INPUT DATA.
-*-

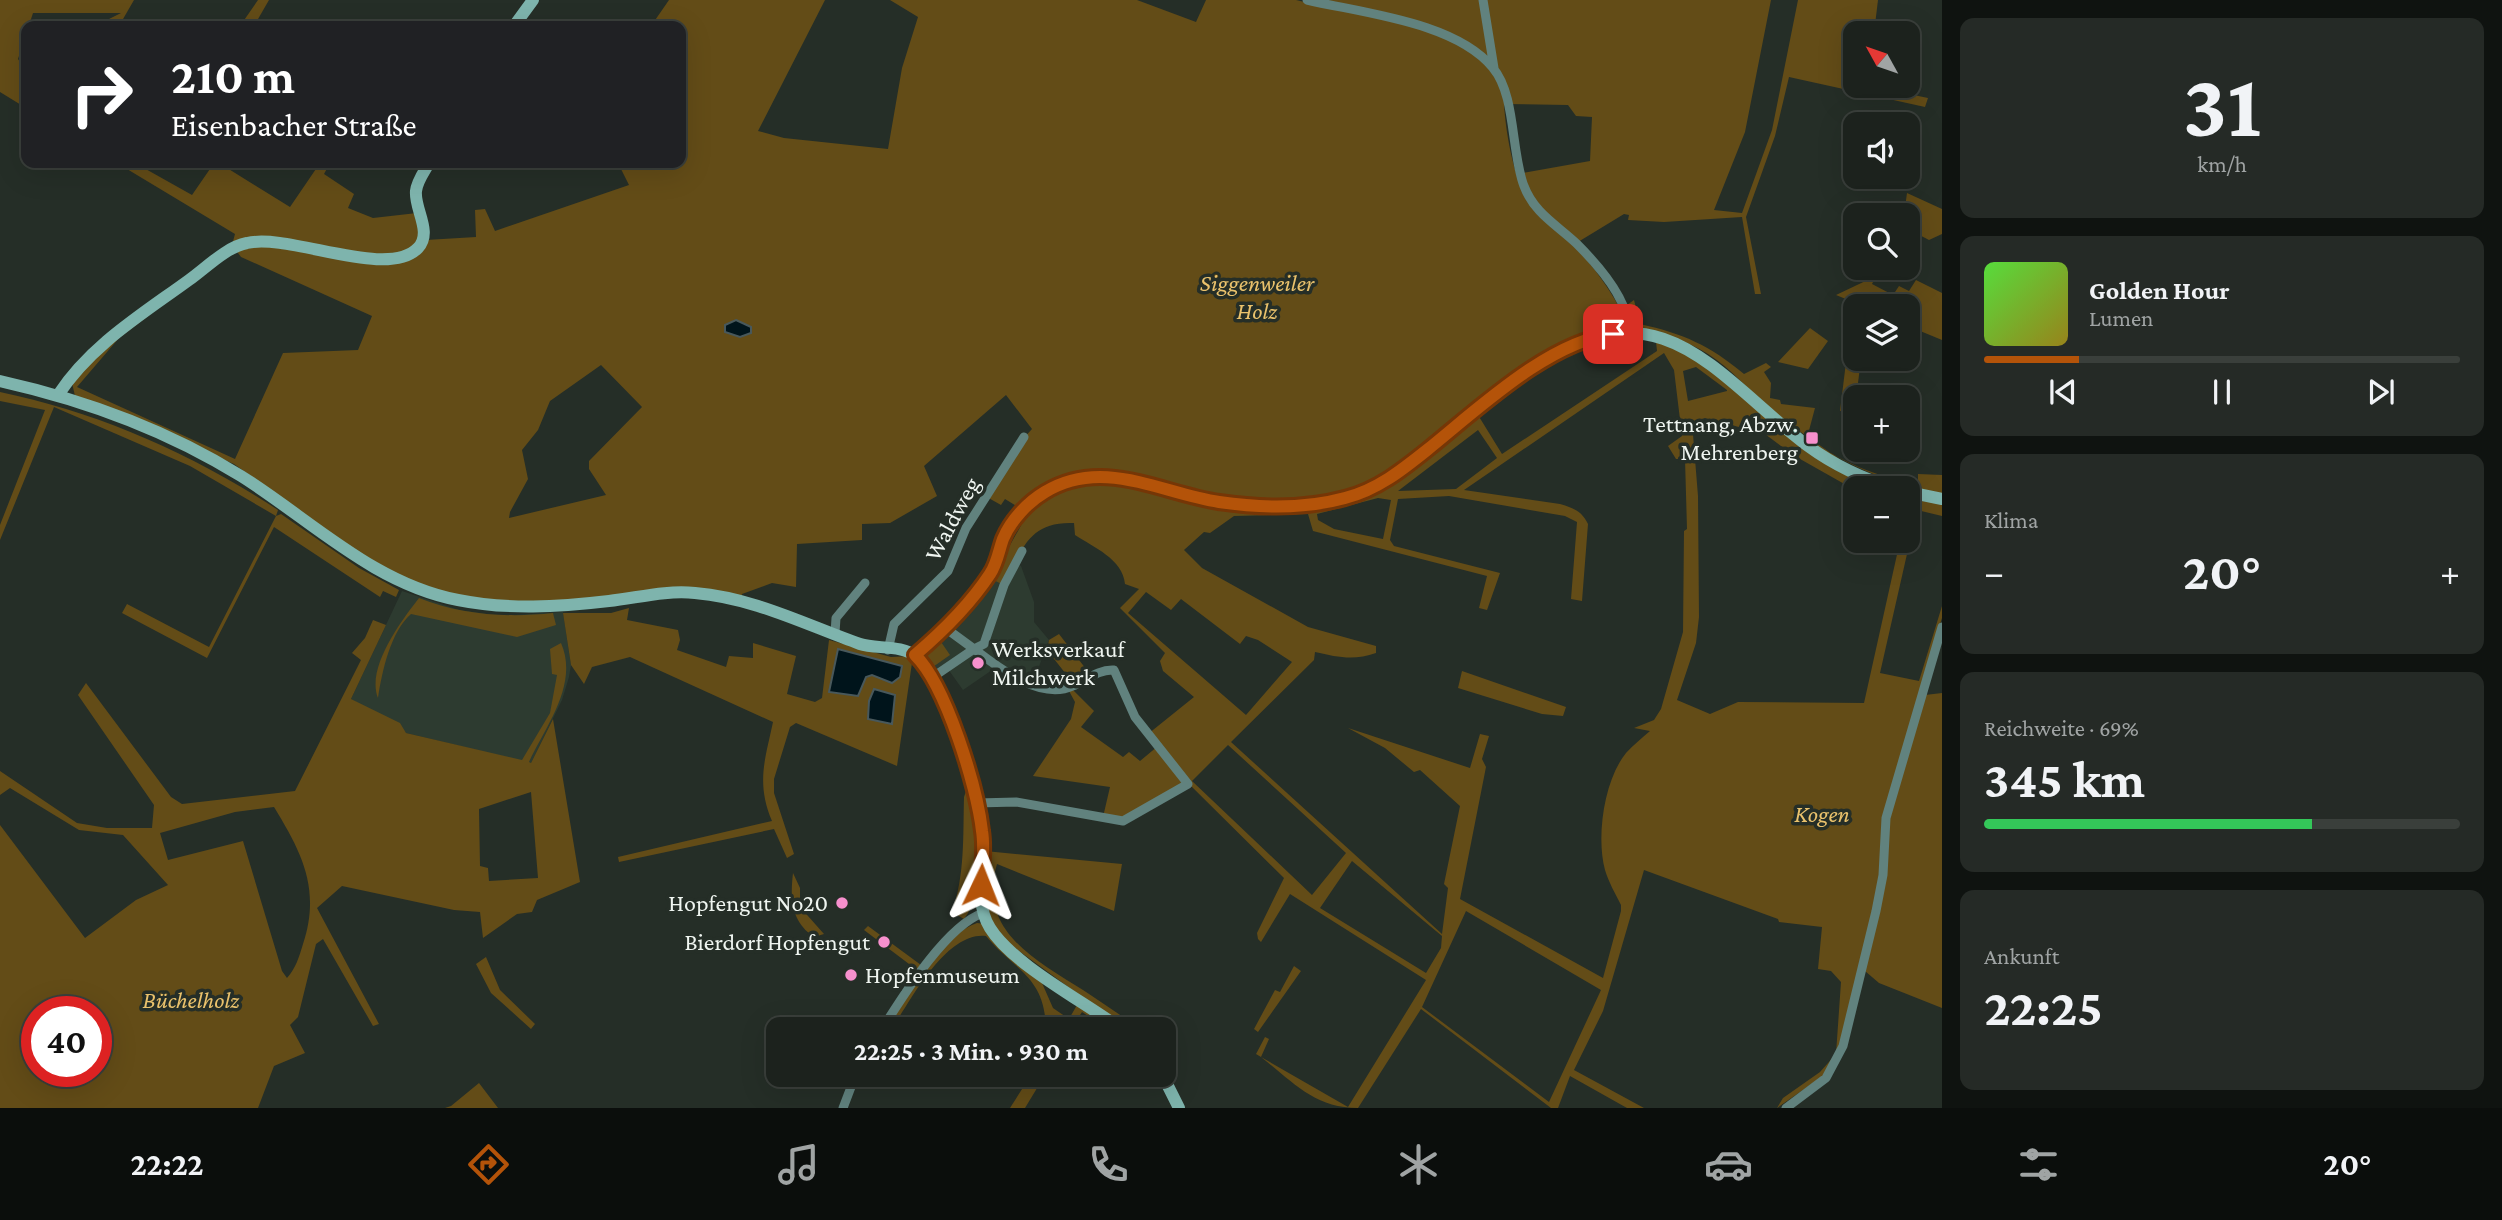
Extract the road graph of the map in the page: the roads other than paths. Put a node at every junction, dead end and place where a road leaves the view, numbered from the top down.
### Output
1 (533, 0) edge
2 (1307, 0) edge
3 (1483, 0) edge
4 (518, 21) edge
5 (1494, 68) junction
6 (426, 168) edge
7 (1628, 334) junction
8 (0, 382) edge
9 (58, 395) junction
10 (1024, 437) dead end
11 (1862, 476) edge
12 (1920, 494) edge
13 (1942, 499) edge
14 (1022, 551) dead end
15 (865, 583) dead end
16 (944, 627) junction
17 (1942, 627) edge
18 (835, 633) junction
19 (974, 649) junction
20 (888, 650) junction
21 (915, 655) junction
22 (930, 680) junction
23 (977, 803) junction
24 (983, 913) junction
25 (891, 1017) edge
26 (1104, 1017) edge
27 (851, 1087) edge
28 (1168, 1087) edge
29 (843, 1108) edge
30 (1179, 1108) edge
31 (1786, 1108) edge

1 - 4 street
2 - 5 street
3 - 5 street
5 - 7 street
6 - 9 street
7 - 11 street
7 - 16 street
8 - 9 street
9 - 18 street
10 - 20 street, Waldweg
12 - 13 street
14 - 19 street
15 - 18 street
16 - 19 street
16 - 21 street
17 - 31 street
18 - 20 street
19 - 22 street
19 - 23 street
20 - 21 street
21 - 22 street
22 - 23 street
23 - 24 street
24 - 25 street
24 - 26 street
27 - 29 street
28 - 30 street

-*-

INSTRUCTIONS TO FOLLOW. What lines in the listing above contain the word "dead"? Show each one.

SOLUTION TO THIS TASK.
Extract the road graph of the map in the page: the roads other than paths. Put a node at every junction, dead end and place where a road leaves the view, numbered from the top down.
10 (1024, 437) dead end
14 (1022, 551) dead end
15 (865, 583) dead end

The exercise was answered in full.